The tight pitch becomes even more apparent when you try to read a magazine. Seriously, I couldn’t imagine trying to work on a laptop if the person in front reclines. It’s tolerable for a 2 hour flight, but I’d have to think twice about anything much longer than that.
In addition, each seatback features an ad above the tray table.
One thing that became quickly apparent – this flight featured a good crew. All three flight attendants were warm and friendly, welcoming us aboard and even making small banter with the passengers. In general, easyJet has a better service reputation than arch rival Ryanair, and first impressions were positive. Following a rather rough take-off due to crosswinds, service began about 15 minutes later. easyJet charges for all food and drink, with a menu provided in each seatback. While the menu was quite extensive, easyJet really pushed the “Meal Deal”. £6.50 isn’t a terrible price for what’s offered, actually.
I decided not to order anything, but the sandwiches seemed to be of decent quality.
Apart from the food sales, the FAs also offered duty free sales. I’ve read elsewhere that easyJet pushes scratch cards on board, but these weren’t offered on this flight. The FAs conducted all sales in a professional manner. Nothing too pushy, unlike the credit card shilling formerly found on US Airways.
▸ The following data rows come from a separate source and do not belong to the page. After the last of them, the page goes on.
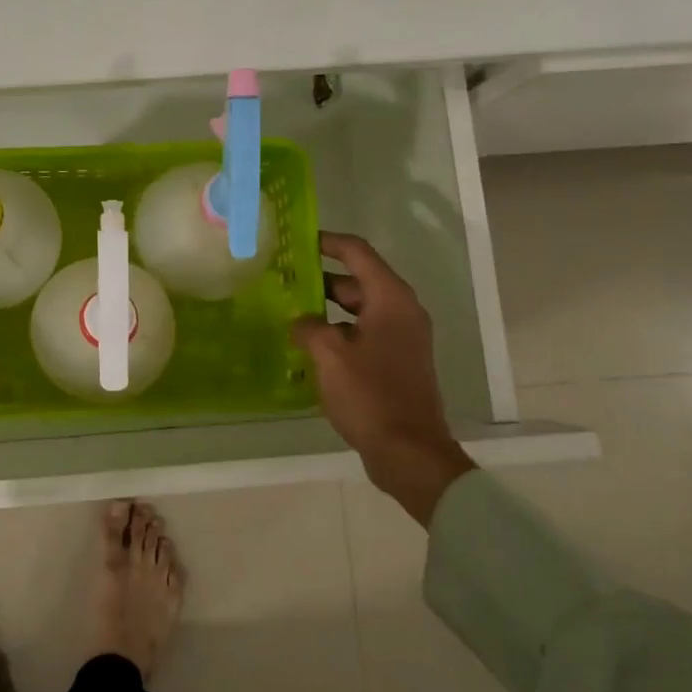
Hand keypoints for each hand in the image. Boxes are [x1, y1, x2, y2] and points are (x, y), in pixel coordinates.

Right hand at [292, 232, 475, 527]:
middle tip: (283, 279)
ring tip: (289, 310)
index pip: (357, 253)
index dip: (327, 242)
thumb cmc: (370, 394)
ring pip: (358, 309)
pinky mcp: (396, 362)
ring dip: (326, 307)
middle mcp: (401, 312)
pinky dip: (338, 331)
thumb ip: (308, 326)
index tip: (297, 239)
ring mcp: (401, 339)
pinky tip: (308, 345)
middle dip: (320, 278)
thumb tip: (301, 320)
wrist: (408, 451)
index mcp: (391, 299)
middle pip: (357, 280)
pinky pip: (363, 333)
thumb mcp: (329, 354)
Rain earlier in the day in London gave way to scattered clouds by the time we landed. Though the plane parked at a jetbridge, passengers in the rear had the option of deplaning via the rear stairs. That meant yet another terrific view of our plane as we walked to the terminal.
The easyJet Experience: Final Thoughts
The on-board experience rated pretty decent. Friendly flight attendants, reasonable on-board prices, and decent quality food offerings make for a decent alternative to full service carriers. I’d also managed to navigate the minefield of fees without getting dinged for anything more than a credit card fee. On the other hand, seat comfort is an issue for flights much longer than 2 hours. More than that, the logistics of connecting from an international flight to a discount carrier proved difficult. Plus, the low base fare becomes expensive quickly if you have to check bags or need seats together for your party. Overall, let’s face it – it’s tough to beat $48 for a positioning flight within Europe. Just know what you’re getting into, and allow plenty of time for connections.